The increased use of MRI in this group of patients may obviate the need for biopsies, however, most (N = 12, 57%) of the women undergoing biopsies in the oncoplastic reconstruction group had at least one MRI done during follow-up.
The impact of oncoplastic reconstruction on surveillance of breast cancer patients has been studied by several groups, with conflicting results. Losken [17] compared imaging of patients undergoing breast conservation with simultaneous breast reduction to the imaging of women undergoing breast conservation alone, and found longer times to stability of mammographic findings (26 versus 21 months, not statistically significant). They found significantly higher rates of biopsies during follow-up in the oncoplastic reconstruction group.

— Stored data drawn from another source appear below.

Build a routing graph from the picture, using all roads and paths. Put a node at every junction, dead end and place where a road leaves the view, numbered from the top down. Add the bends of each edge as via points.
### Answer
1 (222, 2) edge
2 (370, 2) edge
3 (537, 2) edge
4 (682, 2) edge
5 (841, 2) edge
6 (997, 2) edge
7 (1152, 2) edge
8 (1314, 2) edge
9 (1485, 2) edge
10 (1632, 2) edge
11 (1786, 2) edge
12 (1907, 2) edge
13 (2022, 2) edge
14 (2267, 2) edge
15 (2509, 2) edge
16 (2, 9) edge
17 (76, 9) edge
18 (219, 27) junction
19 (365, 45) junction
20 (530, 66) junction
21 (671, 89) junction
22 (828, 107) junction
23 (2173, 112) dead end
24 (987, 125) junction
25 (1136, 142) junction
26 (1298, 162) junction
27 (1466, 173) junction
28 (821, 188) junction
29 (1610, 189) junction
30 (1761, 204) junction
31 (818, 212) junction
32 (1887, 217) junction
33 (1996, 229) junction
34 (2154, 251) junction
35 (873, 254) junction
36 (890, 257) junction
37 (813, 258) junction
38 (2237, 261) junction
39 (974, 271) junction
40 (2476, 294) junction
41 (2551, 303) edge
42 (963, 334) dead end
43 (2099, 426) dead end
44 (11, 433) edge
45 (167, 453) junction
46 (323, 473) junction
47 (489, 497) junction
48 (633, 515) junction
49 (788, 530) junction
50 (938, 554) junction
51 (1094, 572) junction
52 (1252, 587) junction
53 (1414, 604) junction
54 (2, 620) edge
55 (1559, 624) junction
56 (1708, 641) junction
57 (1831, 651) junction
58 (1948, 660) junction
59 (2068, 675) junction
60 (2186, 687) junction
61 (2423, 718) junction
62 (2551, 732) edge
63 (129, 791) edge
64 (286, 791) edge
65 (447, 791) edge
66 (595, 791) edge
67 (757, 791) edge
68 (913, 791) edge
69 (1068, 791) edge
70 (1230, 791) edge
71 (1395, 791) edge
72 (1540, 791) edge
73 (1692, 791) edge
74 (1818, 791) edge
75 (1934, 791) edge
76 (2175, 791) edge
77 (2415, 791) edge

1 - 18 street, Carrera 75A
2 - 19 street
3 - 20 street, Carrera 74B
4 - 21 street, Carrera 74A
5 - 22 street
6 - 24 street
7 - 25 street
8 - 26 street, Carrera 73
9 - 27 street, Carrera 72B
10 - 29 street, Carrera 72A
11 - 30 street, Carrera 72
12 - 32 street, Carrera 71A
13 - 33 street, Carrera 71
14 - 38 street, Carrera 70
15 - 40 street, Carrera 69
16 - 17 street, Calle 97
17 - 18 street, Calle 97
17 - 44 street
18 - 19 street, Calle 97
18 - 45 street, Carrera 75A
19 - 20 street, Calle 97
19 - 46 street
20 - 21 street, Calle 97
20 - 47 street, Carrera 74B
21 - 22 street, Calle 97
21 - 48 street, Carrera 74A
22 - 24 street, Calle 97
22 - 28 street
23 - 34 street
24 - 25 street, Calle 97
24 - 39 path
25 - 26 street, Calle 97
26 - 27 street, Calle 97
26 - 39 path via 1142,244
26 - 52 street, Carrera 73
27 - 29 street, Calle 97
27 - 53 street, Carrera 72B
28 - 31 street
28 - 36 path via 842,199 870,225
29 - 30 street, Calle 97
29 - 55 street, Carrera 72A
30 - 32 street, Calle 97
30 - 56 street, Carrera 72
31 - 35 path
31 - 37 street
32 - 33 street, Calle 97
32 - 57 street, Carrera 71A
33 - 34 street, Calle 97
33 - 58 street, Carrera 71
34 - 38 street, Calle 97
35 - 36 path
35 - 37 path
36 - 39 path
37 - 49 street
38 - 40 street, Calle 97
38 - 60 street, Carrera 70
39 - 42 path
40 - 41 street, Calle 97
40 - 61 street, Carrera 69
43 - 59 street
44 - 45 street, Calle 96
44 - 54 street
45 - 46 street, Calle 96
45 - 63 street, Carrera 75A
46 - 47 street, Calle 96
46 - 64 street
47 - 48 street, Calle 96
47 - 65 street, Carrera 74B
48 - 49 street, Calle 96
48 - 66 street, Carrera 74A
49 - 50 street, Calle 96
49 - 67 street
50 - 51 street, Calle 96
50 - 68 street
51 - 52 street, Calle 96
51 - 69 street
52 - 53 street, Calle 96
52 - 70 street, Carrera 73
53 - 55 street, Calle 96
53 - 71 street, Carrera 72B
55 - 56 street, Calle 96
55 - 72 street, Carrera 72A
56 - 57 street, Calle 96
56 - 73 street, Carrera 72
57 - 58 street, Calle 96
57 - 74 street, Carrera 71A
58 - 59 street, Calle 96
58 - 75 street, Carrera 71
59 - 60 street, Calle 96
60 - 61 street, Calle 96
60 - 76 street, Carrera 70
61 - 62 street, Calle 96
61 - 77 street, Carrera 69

Similar to our results, Dolan [9] reported significantly higher rates of ultrasound exams done after oncoplastic reconstruction, for work-up of palpable findings and subsequent higher rates of biopsies, most being fat necrosis. Piper [22] reported no difference in the rates of mammographic findings and unnecessary biopsies in women undergoing lumpectomy versus women undergoing lumpectomy with oncoplastic breast reconstruction, using reduction technique. This study was relatively small (49 patients in each group). Consistently higher rates of imaging abnormalities for which a biopsy was recommended were reported during follow-up, reaching statistical significance only at the first year of follow-up (16 versus 2%, p < 0.05). Most of these patients were observed without biopsy, with no cancer developing during observation with serial imaging. However, high rates of biopsies were reported in the oncoplastic group (25% versus 18% over 5 years), which are comparable to our results (31% versus 11%).
Our study is limited by its retrospective design. The two groups are different; the oncoplastic group presenting with larger tumors and more advanced disease. This is consistent with previous studies [5,18,19]. This is expected, as there is a selection of patients with extensive disease and hence need for extensive excisions for oncoplastic reconstruction. However, we found that after controlling for age, neoadjuvant treatment and volume of tissue removed, the oncoplastic group had more biopsies done during follow-up. Another limitation is the short follow-up. As studies have shown that stability of imaging after oncoplastic reconstruction takes longer (Losken 2009 [17]), we expect that the need for biopsies will subside over time.
In conclusion, we found that women undergoing breast conservation with immediate oncoplastic reconstruction have more palpable abnormalities and biopsies on follow-up. However, most of these findings prove to be benign. This is probably due to the significant tissue rearrangement causing breast lumps which are difficult to differentiate from recurrent disease. Patients and their physicians should be aware of this limitation of oncoplastic reconstruction and more importantly of its benign nature. However the alternative to immediate oncoplastic reconstruction in patients needing a wide lumpectomy is either distortion of the breast and gross asymmetry or mastectomy with immediate reconstruction.
Footnotes
Conflict of interest
Authors have no disclosures or conflict of interests.
Funding
This research did not receive any specific grant from funding agencies in the public, commercial, or not-for-profit sectors.